One great development is that nearly all modern microcontrollers that are released these days have debug ports integrated, even with some advanced debug features that go along with it. This led to a great availability of all kinds of debug probes that offer solutions for a broad range of budgets and chip architectures.
There are even on-board variants available, so whole debug probes can be tightly integrated into your own board designs.
The broad availability of debug interfaces and probes with advanced debug features makes bug hunting as efficient as it has ever been before.
Features such as hardware and software tracing, live memory manipulation, various breakpoint types, and many more will be covered in this book in more detail, so you can make the most of these modern features that are available even on the cheapest microcontrollers these days.
However, we also see that target systems are becoming increasingly complex. Multi-core devices are becoming the norm, complex memory management schemes become necessary, and advanced safety features increase the learning curve for newcomers to the embedded domain. So, having advanced debug setups becomes a necessity at some point.

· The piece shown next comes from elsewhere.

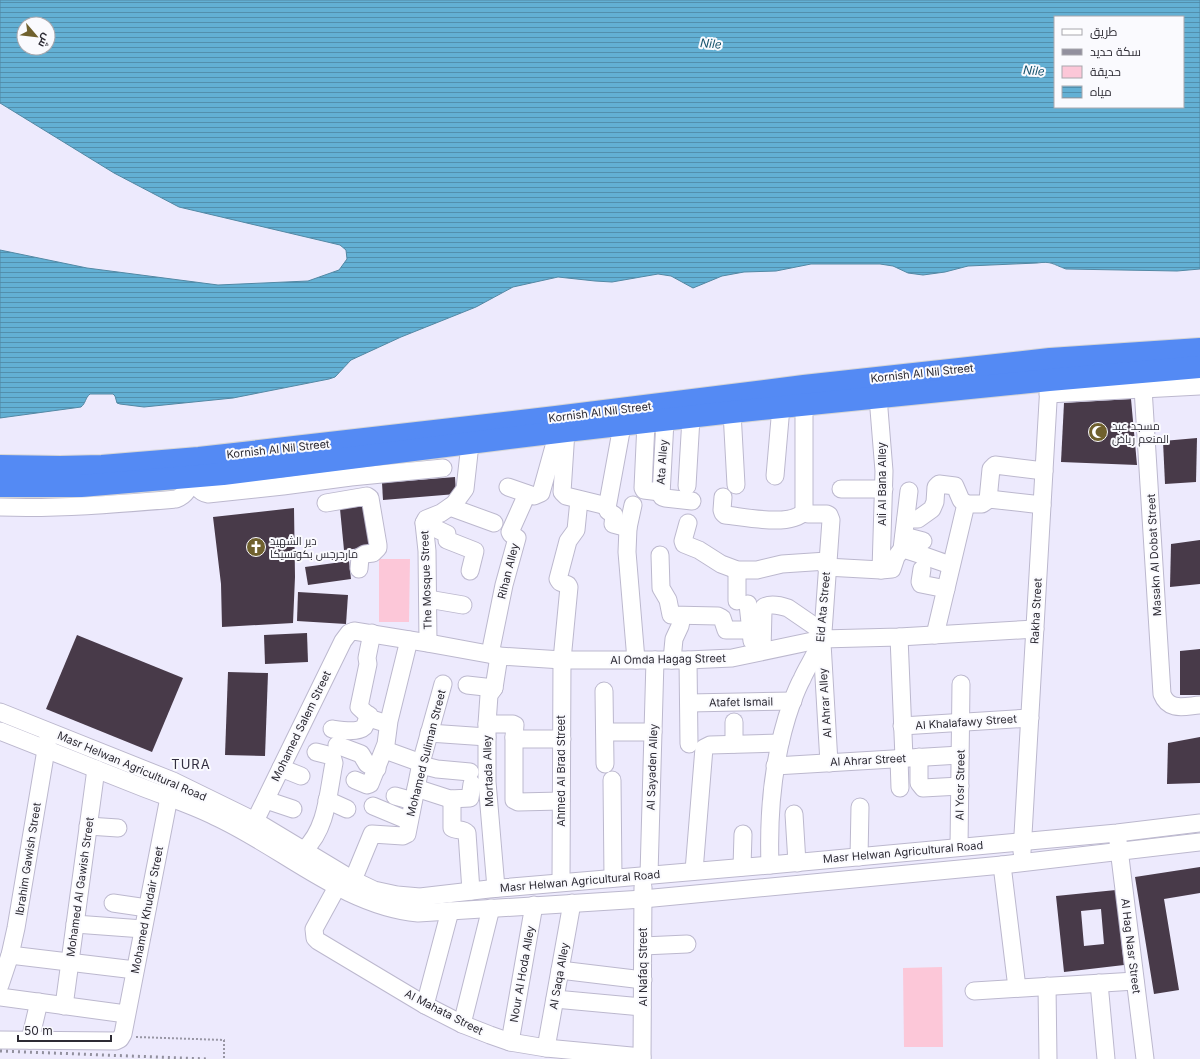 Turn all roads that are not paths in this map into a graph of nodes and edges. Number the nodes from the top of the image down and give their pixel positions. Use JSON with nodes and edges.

To counter the trend of more complex devices, we see an increasing trend of third-party hardware abstraction layers and code generators being used to reduce the initial complexity of a new system. The trade-off is, however, that third-party code blobs are added to your software, where the chain of trust may become watered down, which, in the worst case, may add unwanted security risks to your application.
We also see the rise of embedded frameworks such as Zephyr that take the abstractions even further. Whether eliminating hardware dependencies will be the cure for future complex embedded systems, only time will tell, but it is definitely an approach that you should use consciously, as program safety is also becoming a core factor of modern embedded systems.

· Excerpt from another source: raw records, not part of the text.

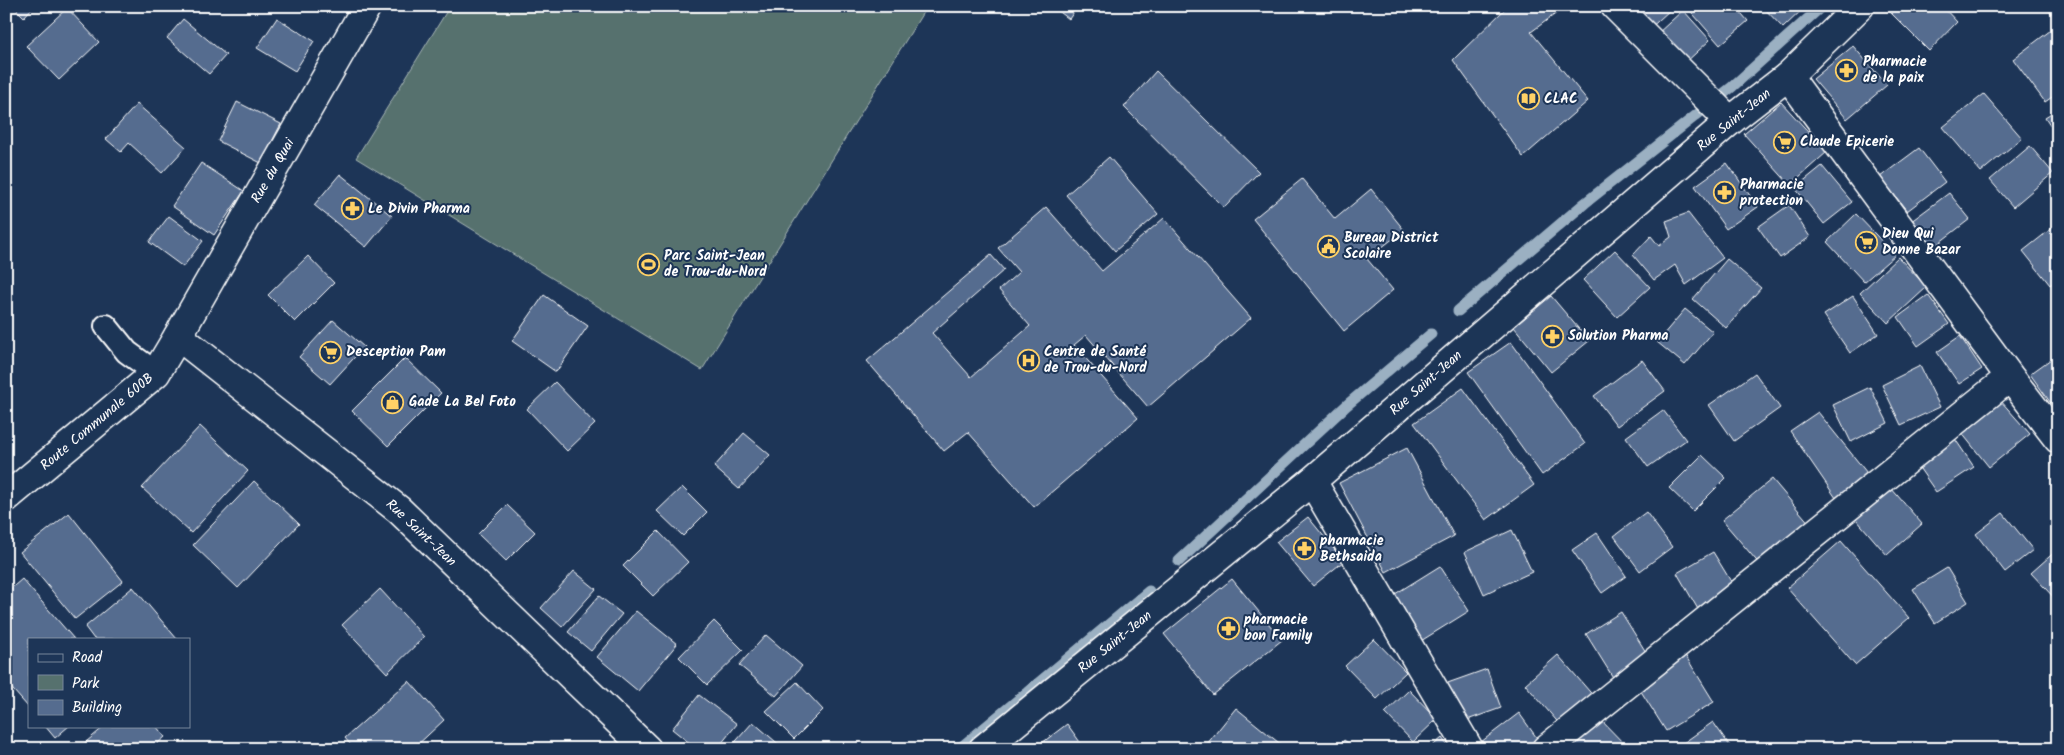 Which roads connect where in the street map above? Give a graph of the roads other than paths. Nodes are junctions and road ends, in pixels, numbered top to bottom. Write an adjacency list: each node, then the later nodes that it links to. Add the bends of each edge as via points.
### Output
1 (367, 6): 7 (street, Rue du Quai)
2 (1615, 6): 5 (street)
3 (1860, 6): 4 (street, Rue Saint-Jean)
4 (1788, 76): 5 (street, Rue Saint-Jean); 9 (street)
5 (1717, 108): 11 (street, Rue Saint-Jean)
6 (106, 326): 8 (lane, via 127,352)
7 (178, 336): 8 (street, Route Communale 600B); 13 (street, Rue Saint-Jean, via 399,510)
8 (156, 374): 12 (street, Route Communale 600B)
9 (2010, 377): 10 (street); 16 (street)
10 (2058, 439)
11 (1312, 481): 14 (street, Rue Saint-Jean); 15 (street)
12 (6, 498)
13 (647, 749)
14 (984, 749)
15 (1468, 749)
16 (1546, 749)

Another popular trend is the rapid rise to fame of Visual Studio Code from Microsoft. Starting off as a feature-rich free text editor with a plugin interface and built-in community features, it quickly transformed into a one-size-fits-all platform for modern software development, even in the embedded domain, challenging market-leading IDEs.

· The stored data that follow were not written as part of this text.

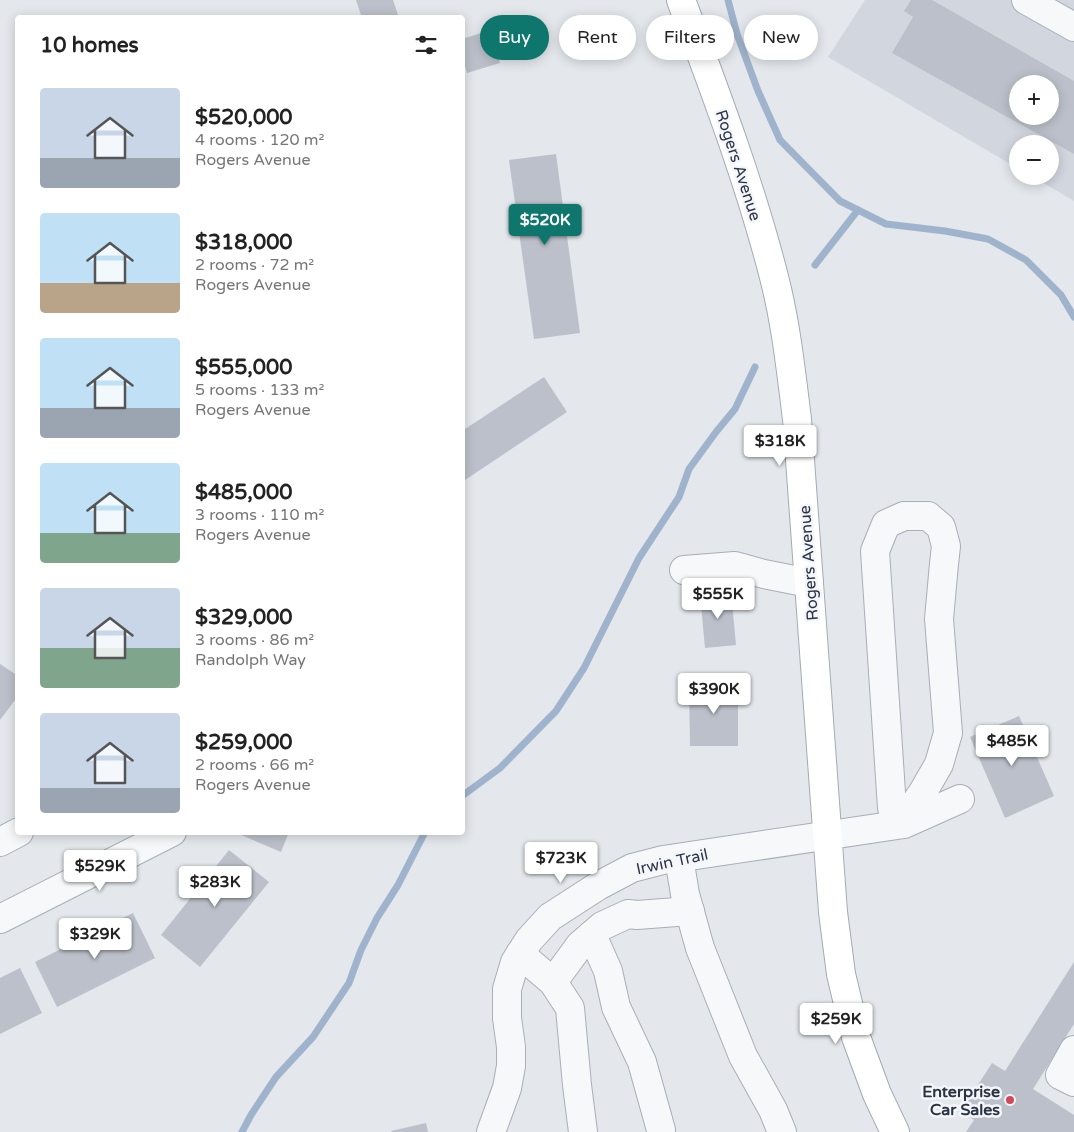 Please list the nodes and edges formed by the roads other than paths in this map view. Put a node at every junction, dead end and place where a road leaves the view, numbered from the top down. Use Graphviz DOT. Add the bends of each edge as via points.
graph roads {
  1 [pos="681,0"];
  2 [pos="1026,0"];
  3 [pos="1074,27"];
  4 [pos="684,570"];
  5 [pos="809,583"];
  6 [pos="960,799"];
  7 [pos="901,824"];
  8 [pos="15,834"];
  9 [pos="828,834"];
  10 [pos="166,835"];
  11 [pos="0,842"];
  12 [pos="679,858"];
  13 [pos="690,911"];
  14 [pos="0,919"];
  15 [pos="592,935"];
  16 [pos="520,954"];
  17 [pos="553,982"];
  18 [pos="1074,1050"];
  19 [pos="1074,1082"];
  20 [pos="661,1130"];
  21 [pos="492,1132"];
  22 [pos="583,1132"];
  23 [pos="782,1132"];
  24 [pos="894,1132"];
  1 -- 5 [label="main road, Rogers Avenue" via="747,183 774,278 789,352 797,419"];
  2 -- 3 [label="street"];
  4 -- 5 [label="street" via="735,566"];
  5 -- 9 [label="main road, Rogers Avenue"];
  6 -- 7 [label="street, Irwin Trail"];
  7 -- 7 [label="street" via="939,764 948,733 939,619 946,546 941,527 928,516 904,516 886,524 875,551 892,808"];
  7 -- 9 [label="street, Irwin Trail"];
  8 -- 11 [label="street"];
  9 -- 12 [label="street, Irwin Trail"];
  9 -- 24 [label="main road, Rogers Avenue" via="841,974 856,1037"];
  10 -- 14 [label="street"];
  12 -- 13 [label="street"];
  12 -- 16 [label="street, Irwin Trail" via="632,868 598,886 550,918"];
  13 -- 15 [label="street" via="628,914 602,926"];
  13 -- 23 [label="street" via="700,948 743,1056"];
  15 -- 17 [label="street" via="580,945"];
  15 -- 20 [label="street" via="608,971 616,1007 642,1062"];
  16 -- 17 [label="street"];
  16 -- 21 [label="street, Irwin Trail" via="507,988 511,1066"];
  17 -- 22 [label="street" via="570,1008"];
  18 -- 19 [label="street" via="1060,1075"];
}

A more classic approach to counter complexity that is gaining much ground in the embedded domain is automated unit testing on embedded systems. Typically, such tests are run in separate simulation environments, oftentimes in the form of digital twins. However, many have now painfully learned that nothing beats testing on the actual hardware. Due to short prototyping cycles, quick availability of PCBs is becoming the norm, thus allowing testing on hardware early in a development cycle.
Last but not least, there's artificial intelligence (AI) in the form of large language models (LLMs). It is here now, so we have to talk about the elephant in the room. It can already write mostly correct code. It can somewhat debug broken code, but what it excels at is being a valuable assistant to an experienced developer. Even in the embedded domain where the training data for AI models is quite scarce and not always easily machine-readable, many of the suggestions and help you can receive from AI can still boost your productivity, and most importantly, it saves precious time when digging through thousands of pages of documentation, because what LLMs do best is pattern recognition of language context.
But what current LLMs also do very well is hallucinate answers, since current AI companies tune their models to give the user answers that would make them happy to keep engagement with the platform high, instead of always providing accurate information.
That is, of course, not ideal if you are trying to get a correct answer in a mostly deterministic profession such as software engineering. But LLM companies promise that this will all be fixed soon, and we just have to wait a bit longer.
History seems to be on their side, as so far, anything that humans could think or dream of in the technical domain was at some point later realized, so the chances are good that this will also happen with AI. But whether it will happen during my lifetime, I do not know. I am still waiting for cold fusion and teleportation.
But let's focus on reality and on what we humans do best – teaching each other new things, which, hopefully, will be achieved by the end of this book.